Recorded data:

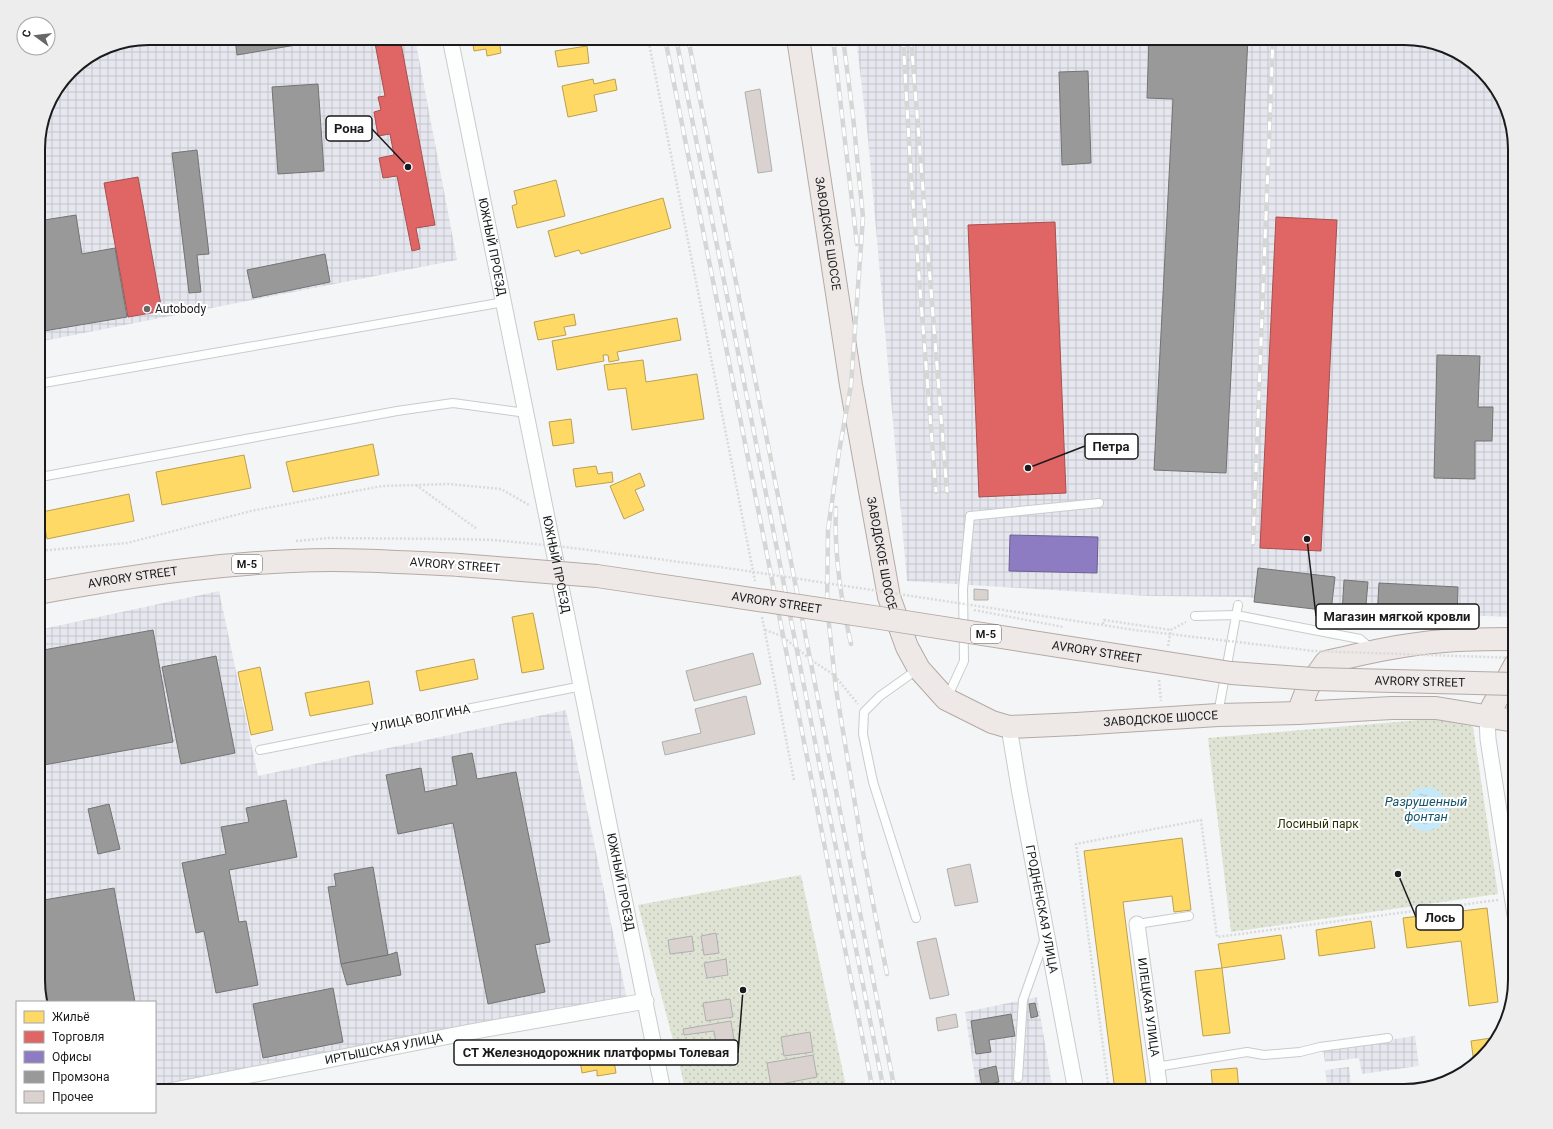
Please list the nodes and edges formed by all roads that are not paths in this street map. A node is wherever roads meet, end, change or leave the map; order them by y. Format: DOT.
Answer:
graph roads {
  1 [pos="451,45"];
  2 [pos="799,45"];
  3 [pos="504,302"];
  4 [pos="45,383"];
  5 [pos="526,413"];
  6 [pos="45,476"];
  7 [pos="1099,503"];
  8 [pos="45,592"];
  9 [pos="1238,605"];
  10 [pos="1236,615"];
  11 [pos="1195,616"];
  12 [pos="1508,639"];
  13 [pos="1374,651"];
  14 [pos="919,669"];
  15 [pos="1508,678"];
  16 [pos="1508,684"];
  17 [pos="582,686"];
  18 [pos="946,699"];
  19 [pos="1298,713"];
  20 [pos="1218,715"];
  21 [pos="1488,717"];
  22 [pos="1508,720"];
  23 [pos="1009,727"];
  24 [pos="260,750"];
  25 [pos="1508,869"];
  26 [pos="1189,916"];
  27 [pos="916,918"];
  28 [pos="1137,924"];
  29 [pos="1046,935"];
  30 [pos="646,1001"];
  31 [pos="1388,1038"];
  32 [pos="1156,1066"];
  33 [pos="1018,1078"];
  34 [pos="205,1084"];
  35 [pos="662,1084"];
  36 [pos="1075,1084"];
  37 [pos="1159,1084"];
  1 -- 3 [label="street, ЮЖНЫЙ ПРОЕЗД"];
  2 -- 14 [label="main road, ЗАВОДСКОЕ ШОССЕ"];
  3 -- 4 [label="lane"];
  3 -- 5 [label="street, ЮЖНЫЙ ПРОЕЗД"];
  5 -- 6 [label="lane"];
  5 -- 17 [label="street, ЮЖНЫЙ ПРОЕЗД"];
  7 -- 18 [label="lane"];
  8 -- 16 [label="main road, AVRORY STREET / М-5, bridge"];
  9 -- 10 [label="lane"];
  10 -- 11 [label="lane"];
  10 -- 13 [label="lane"];
  10 -- 20 [label="lane"];
  12 -- 13 [label="main road"];
  13 -- 19 [label="main road"];
  14 -- 18 [label="main road, ЗАВОДСКОЕ ШОССЕ"];
  14 -- 27 [label="lane"];
  15 -- 21 [label="main road"];
  17 -- 24 [label="lane, УЛИЦА ВОЛГИНА"];
  17 -- 30 [label="street, ЮЖНЫЙ ПРОЕЗД"];
  18 -- 23 [label="main road, ЗАВОДСКОЕ ШОССЕ"];
  19 -- 20 [label="main road, ЗАВОДСКОЕ ШОССЕ"];
  19 -- 21 [label="main road, ЗАВОДСКОЕ ШОССЕ"];
  20 -- 23 [label="main road, ЗАВОДСКОЕ ШОССЕ"];
  21 -- 22 [label="main road, ЗАВОДСКОЕ ШОССЕ"];
  21 -- 25 [label="street"];
  23 -- 29 [label="street, ГРОДНЕНСКАЯ УЛИЦА"];
  26 -- 28 [label="lane"];
  28 -- 32 [label="street, ИЛЕЦКАЯ УЛИЦА"];
  29 -- 33 [label="lane"];
  29 -- 36 [label="street, ГРОДНЕНСКАЯ УЛИЦА"];
  30 -- 34 [label="street, ИРТЫШСКАЯ УЛИЦА"];
  30 -- 35 [label="street, ЮЖНЫЙ ПРОЕЗД"];
  31 -- 32 [label="lane"];
  32 -- 37 [label="street, ИЛЕЦКАЯ УЛИЦА"];
}
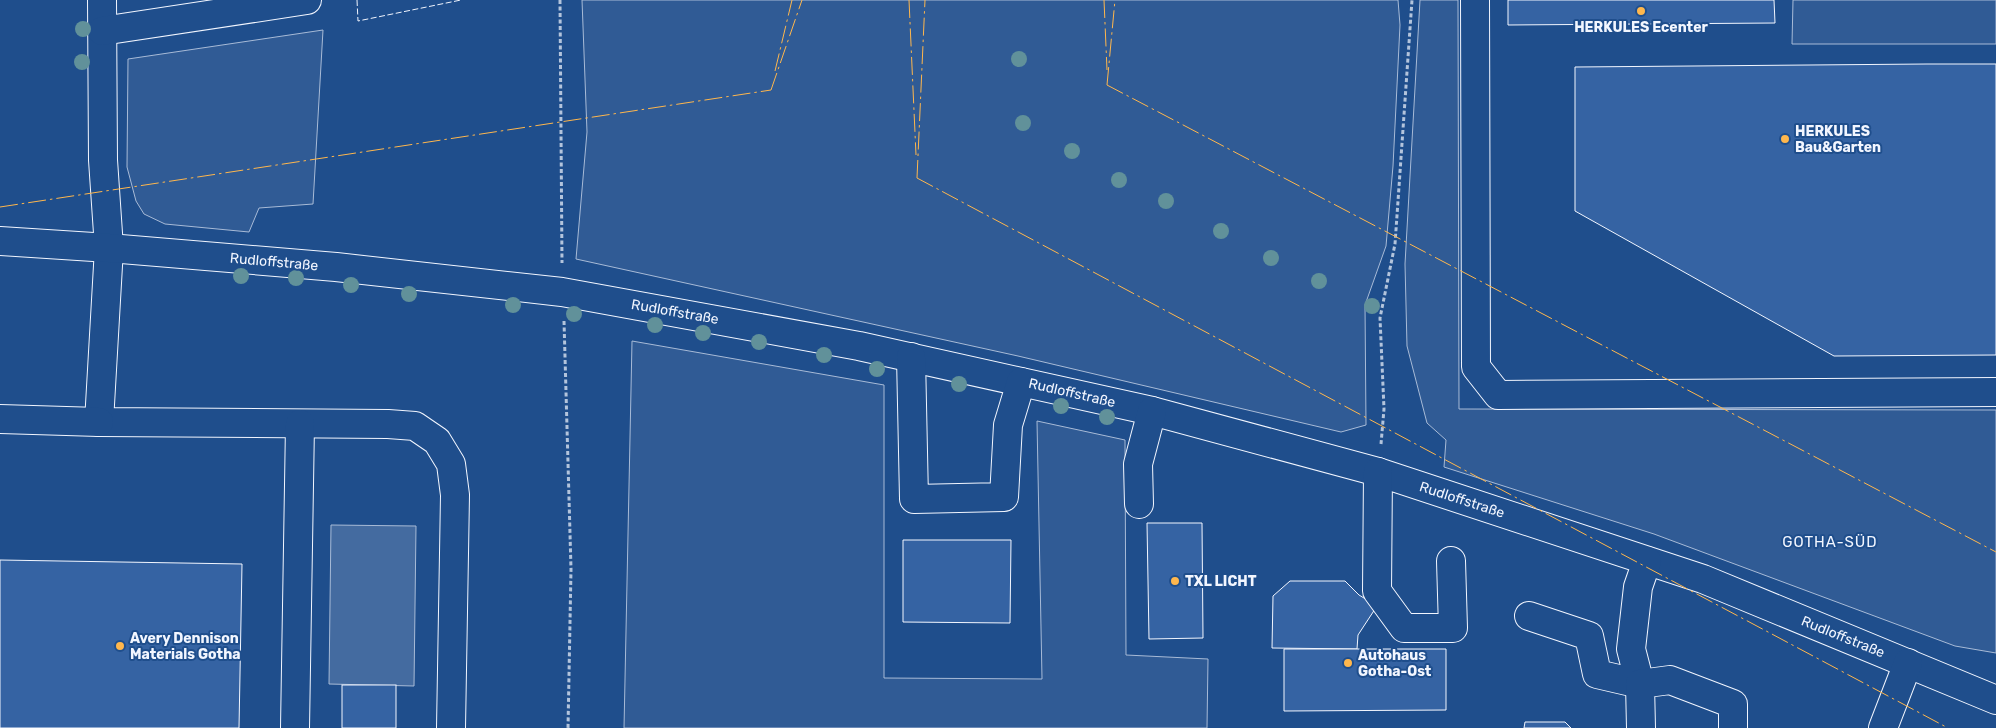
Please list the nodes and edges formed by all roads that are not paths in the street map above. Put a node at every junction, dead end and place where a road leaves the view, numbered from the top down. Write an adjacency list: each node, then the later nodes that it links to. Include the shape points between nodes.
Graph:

• [Required action]: Please print every record above exactly, but leave the pictures out.

• [Task output]:
Please list the nodes and edges formed by all roads that are not paths in this street map. A node is wherever roads meet, end, change or leave the map; order them by y. Format: DOT.
Answer:
graph roads {
  1 [pos="451,45"];
  2 [pos="799,45"];
  3 [pos="504,302"];
  4 [pos="45,383"];
  5 [pos="526,413"];
  6 [pos="45,476"];
  7 [pos="1099,503"];
  8 [pos="45,592"];
  9 [pos="1238,605"];
  10 [pos="1236,615"];
  11 [pos="1195,616"];
  12 [pos="1508,639"];
  13 [pos="1374,651"];
  14 [pos="919,669"];
  15 [pos="1508,678"];
  16 [pos="1508,684"];
  17 [pos="582,686"];
  18 [pos="946,699"];
  19 [pos="1298,713"];
  20 [pos="1218,715"];
  21 [pos="1488,717"];
  22 [pos="1508,720"];
  23 [pos="1009,727"];
  24 [pos="260,750"];
  25 [pos="1508,869"];
  26 [pos="1189,916"];
  27 [pos="916,918"];
  28 [pos="1137,924"];
  29 [pos="1046,935"];
  30 [pos="646,1001"];
  31 [pos="1388,1038"];
  32 [pos="1156,1066"];
  33 [pos="1018,1078"];
  34 [pos="205,1084"];
  35 [pos="662,1084"];
  36 [pos="1075,1084"];
  37 [pos="1159,1084"];
  1 -- 3 [label="street, ЮЖНЫЙ ПРОЕЗД"];
  2 -- 14 [label="main road, ЗАВОДСКОЕ ШОССЕ"];
  3 -- 4 [label="lane"];
  3 -- 5 [label="street, ЮЖНЫЙ ПРОЕЗД"];
  5 -- 6 [label="lane"];
  5 -- 17 [label="street, ЮЖНЫЙ ПРОЕЗД"];
  7 -- 18 [label="lane"];
  8 -- 16 [label="main road, AVRORY STREET / М-5, bridge"];
  9 -- 10 [label="lane"];
  10 -- 11 [label="lane"];
  10 -- 13 [label="lane"];
  10 -- 20 [label="lane"];
  12 -- 13 [label="main road"];
  13 -- 19 [label="main road"];
  14 -- 18 [label="main road, ЗАВОДСКОЕ ШОССЕ"];
  14 -- 27 [label="lane"];
  15 -- 21 [label="main road"];
  17 -- 24 [label="lane, УЛИЦА ВОЛГИНА"];
  17 -- 30 [label="street, ЮЖНЫЙ ПРОЕЗД"];
  18 -- 23 [label="main road, ЗАВОДСКОЕ ШОССЕ"];
  19 -- 20 [label="main road, ЗАВОДСКОЕ ШОССЕ"];
  19 -- 21 [label="main road, ЗАВОДСКОЕ ШОССЕ"];
  20 -- 23 [label="main road, ЗАВОДСКОЕ ШОССЕ"];
  21 -- 22 [label="main road, ЗАВОДСКОЕ ШОССЕ"];
  21 -- 25 [label="street"];
  23 -- 29 [label="street, ГРОДНЕНСКАЯ УЛИЦА"];
  26 -- 28 [label="lane"];
  28 -- 32 [label="street, ИЛЕЦКАЯ УЛИЦА"];
  29 -- 33 [label="lane"];
  29 -- 36 [label="street, ГРОДНЕНСКАЯ УЛИЦА"];
  30 -- 34 [label="street, ИРТЫШСКАЯ УЛИЦА"];
  30 -- 35 [label="street, ЮЖНЫЙ ПРОЕЗД"];
  31 -- 32 [label="lane"];
  32 -- 37 [label="street, ИЛЕЦКАЯ УЛИЦА"];
}
Please list the nodes and edges formed by all roads that are not paths in the street map above. Put a node at every junction, dead end and place where a road leaves the view, numbered from the top down. Write an adjacency list: each node, then the later nodes that it links to. Include the shape points between nodes.
Graph:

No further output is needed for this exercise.